In the fifties and sixties, many local police officers swore by white supremacy, and some even secretly joined the Klan to terrorize and kill black folk. The Klan was legal, but, still, officers of the law shouldn’t join a white terrorist organization to illegally kill black folk. Jimmie Lee Jackson was a black, unarmed Vietnam War veteran whose murder in a café by white Alabama State trooper James Bonard Fowler in 1965 helped to inspire the Selma to Montgomery marches. It was not until 42 years later in 2007 that Fowler was finally charged with homicide in Jackson’s death, pleading guilty to one count of second-degree manslaughter and serving five months of a six-month sentence. When Fowler shot him, Jackson managed to flee the café, but was clubbed by other state troopers before he was eventually taken to a hospital where he died eight days later.

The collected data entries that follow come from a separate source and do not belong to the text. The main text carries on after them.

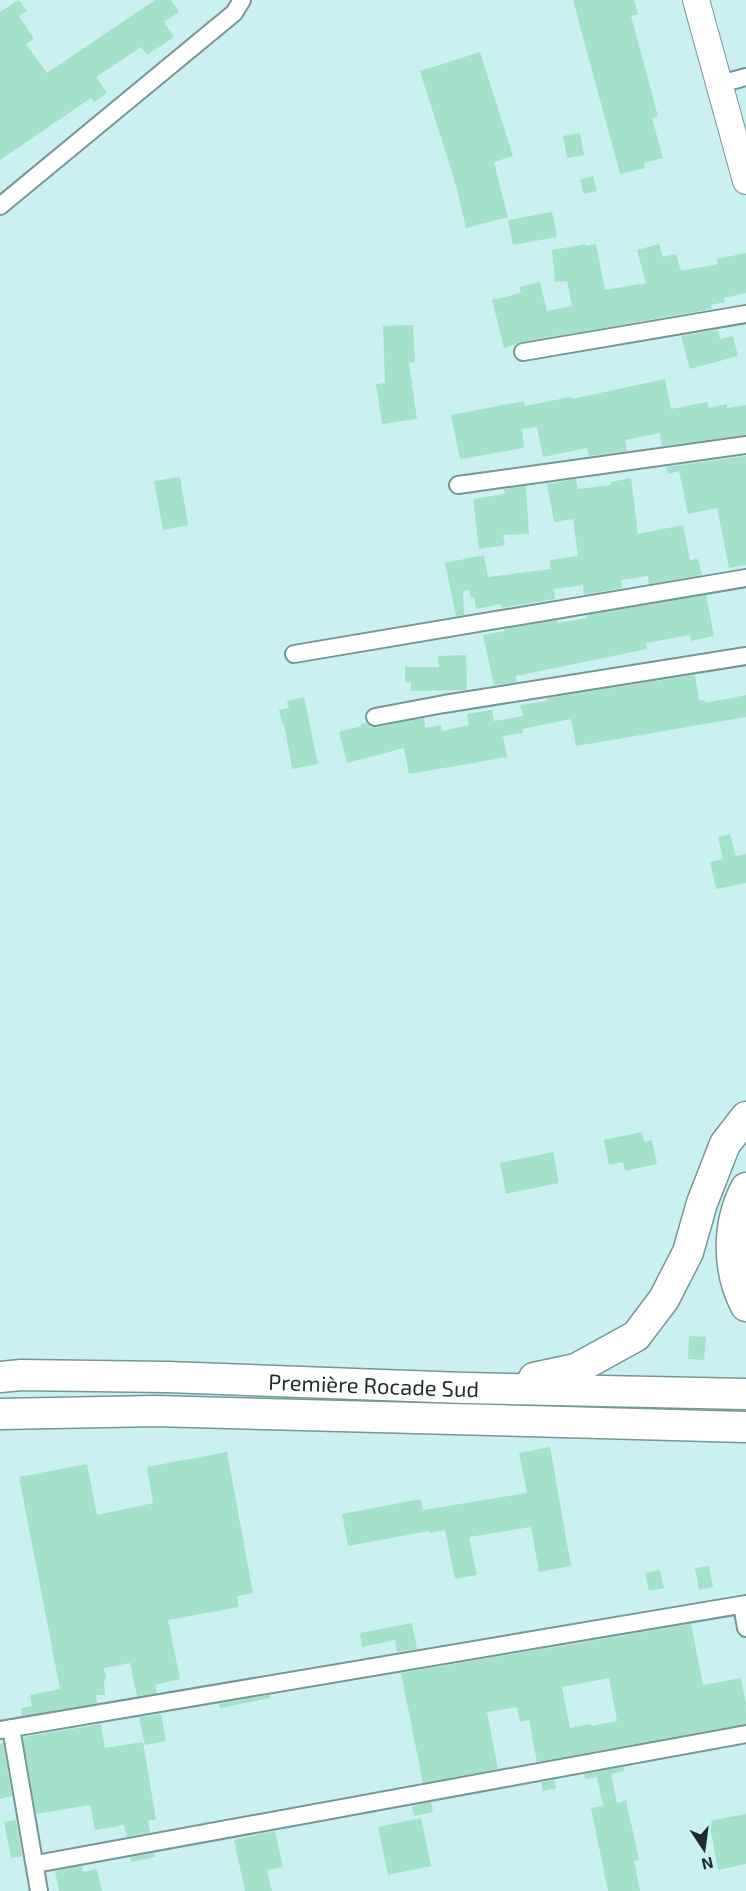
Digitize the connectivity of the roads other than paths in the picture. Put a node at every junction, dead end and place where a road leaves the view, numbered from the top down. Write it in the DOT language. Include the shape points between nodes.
graph roads {
  1 [pos="242,0"];
  2 [pos="696,0"];
  3 [pos="746,77"];
  4 [pos="720,84"];
  5 [pos="746,181"];
  6 [pos="0,206"];
  7 [pos="746,314"];
  8 [pos="523,352"];
  9 [pos="746,445"];
  10 [pos="458,485"];
  11 [pos="746,578"];
  12 [pos="294,654"];
  13 [pos="746,656"];
  14 [pos="375,717"];
  15 [pos="746,1117"];
  16 [pos="746,1188"];
  17 [pos="746,1306"];
  18 [pos="0,1377"];
  19 [pos="464,1388"];
  20 [pos="746,1394"];
  21 [pos="0,1414"];
  22 [pos="746,1427"];
  23 [pos="744,1604"];
  24 [pos="746,1628"];
  25 [pos="6,1729"];
  26 [pos="746,1734"];
  27 [pos="36,1864"];
  28 [pos="39,1891"];
  1 -- 6 [label="street" via="234,13"];
  2 -- 4 [label="main road"];
  3 -- 4 [label="street"];
  4 -- 5 [label="main road"];
  7 -- 8 [label="street"];
  9 -- 10 [label="street"];
  11 -- 12 [label="street"];
  13 -- 14 [label="street"];
  15 -- 19 [label="highway" via="725,1144 688,1252 664,1299 636,1336 576,1369"];
  16 -- 17 [label="highway" via="738,1204 731,1242 738,1290"];
  18 -- 19 [label="highway, Première Rocade Sud" via="156,1377"];
  19 -- 20 [label="highway, Première Rocade Sud"];
  21 -- 22 [label="highway, Première Rocade Sud" via="167,1412"];
  23 -- 24 [label="street"];
  23 -- 25 [label="street"];
  25 -- 27 [label="street"];
  26 -- 27 [label="street"];
  27 -- 28 [label="street"];
}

Jackson relayed the story of his shooting and beating to his lawyer, Oscar Adams, in the hospital in the presence of FBI agents. The FBI often dragged their feet on official civil rights investigations and suppressed information about assassination plots against movement leaders like Martin Luther King, Jr., who referred in his “I Have a Dream” speech to the “unspeakable horrors of police brutality.”
Since the seventies the police have battled efforts to integrate their forces so that they would reflect the communities they serve. They have often been a vicious occupying force in our neighborhoods. White cops have frequently tried out their racist talk and ugly behavior on black and brown officers before assaulting the broader community. When politicians talk of restoring trust between black folk and the cops, they are seriously deluded, or they have a gigantic case of amnesia. Black and brown folk have never trusted the cops.

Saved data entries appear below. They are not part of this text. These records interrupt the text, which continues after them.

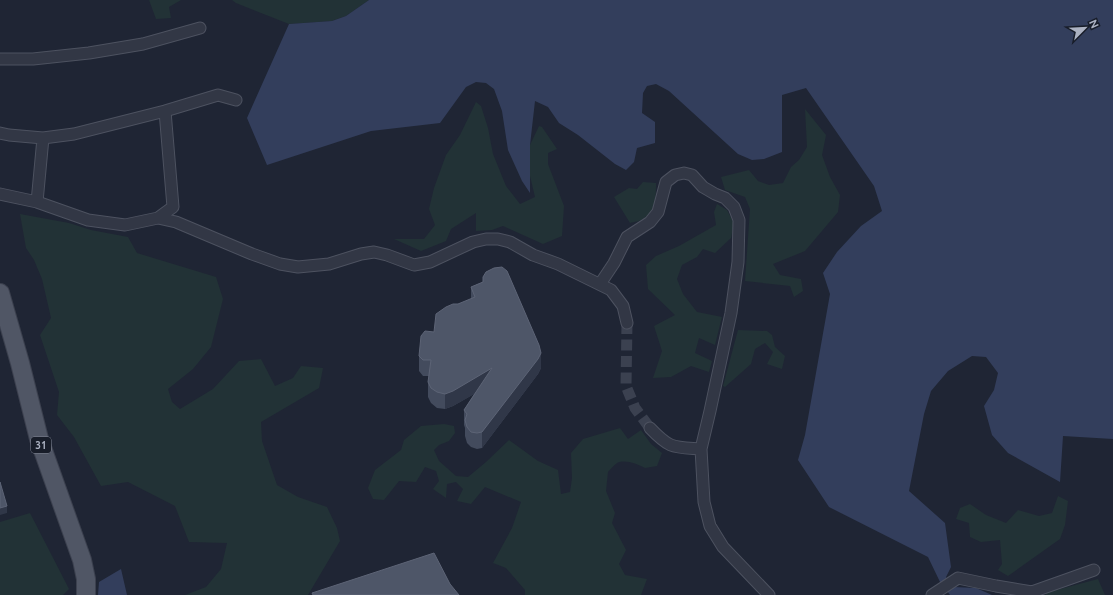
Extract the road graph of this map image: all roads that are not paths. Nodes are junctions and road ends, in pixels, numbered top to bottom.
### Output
1 (200, 28) dead end
2 (0, 59) edge
3 (236, 100) dead end
4 (165, 111) junction
5 (0, 133) edge
6 (43, 138) junction
7 (0, 194) edge
8 (37, 202) junction
9 (158, 218) junction
10 (600, 284) junction
11 (0, 293) edge
12 (627, 323) tunnel mouth
13 (650, 428) tunnel mouth
14 (701, 449) junction
15 (1094, 570) dead end
16 (935, 593) edge
17 (86, 595) edge
18 (769, 595) edge

1 - 2 street
3 - 4 street
4 - 6 street
4 - 9 street
5 - 6 street
6 - 8 street
7 - 8 street
8 - 9 street
9 - 10 street
10 - 12 street
10 - 14 street
11 - 17 main road, 31
13 - 14 street
14 - 18 street
15 - 16 street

You cannot know the terror that black folk feel when a cop car makes its approach and the history of racism and violence comes crashing down on us. The police car is a mobile plantation, and the siren is the sound of dogs hunting us down in the dark woods.
My friends, please don’t pretend you can’t understand how we feel this way. And if you claim that slavery and Jim Crow and the sixties are ancient history, you know your words are lies before they leave your lips. How could that history be erased so quickly?
How can all of that be got rid of overnight? How can it be washed, without great effort, from the mind of a white cop who confronts black folk? How can we deny the structures, systems, and social forces that shape how black folk are seen and treated?
Beloved, the way we feel about cops is how many of you feel in the face of terror. And yet, long before 9/11, long before Al-Qaeda, long before ISIS, we felt that too, at your hands, at the hands of your ancestors, at the hands of your kin who are our cops.
(Do you ever thank your lucky stars that black folk have not done to you what terrorists who despise this country have done? These terrorists claim their actions are driven by hate for our nation. Does it ever give you pause and make you say, “Thank God that black folk never—well, almost never—poisoned our food when we made them cook for us. They never killed our children when we made them watch over them. They rarely conspired to murder us in our sleep when we forced them to share intimate space with us. They never rose up in unison against us because we raped their women, murdered their children, and castrated their men.” Does that ever cross your minds?)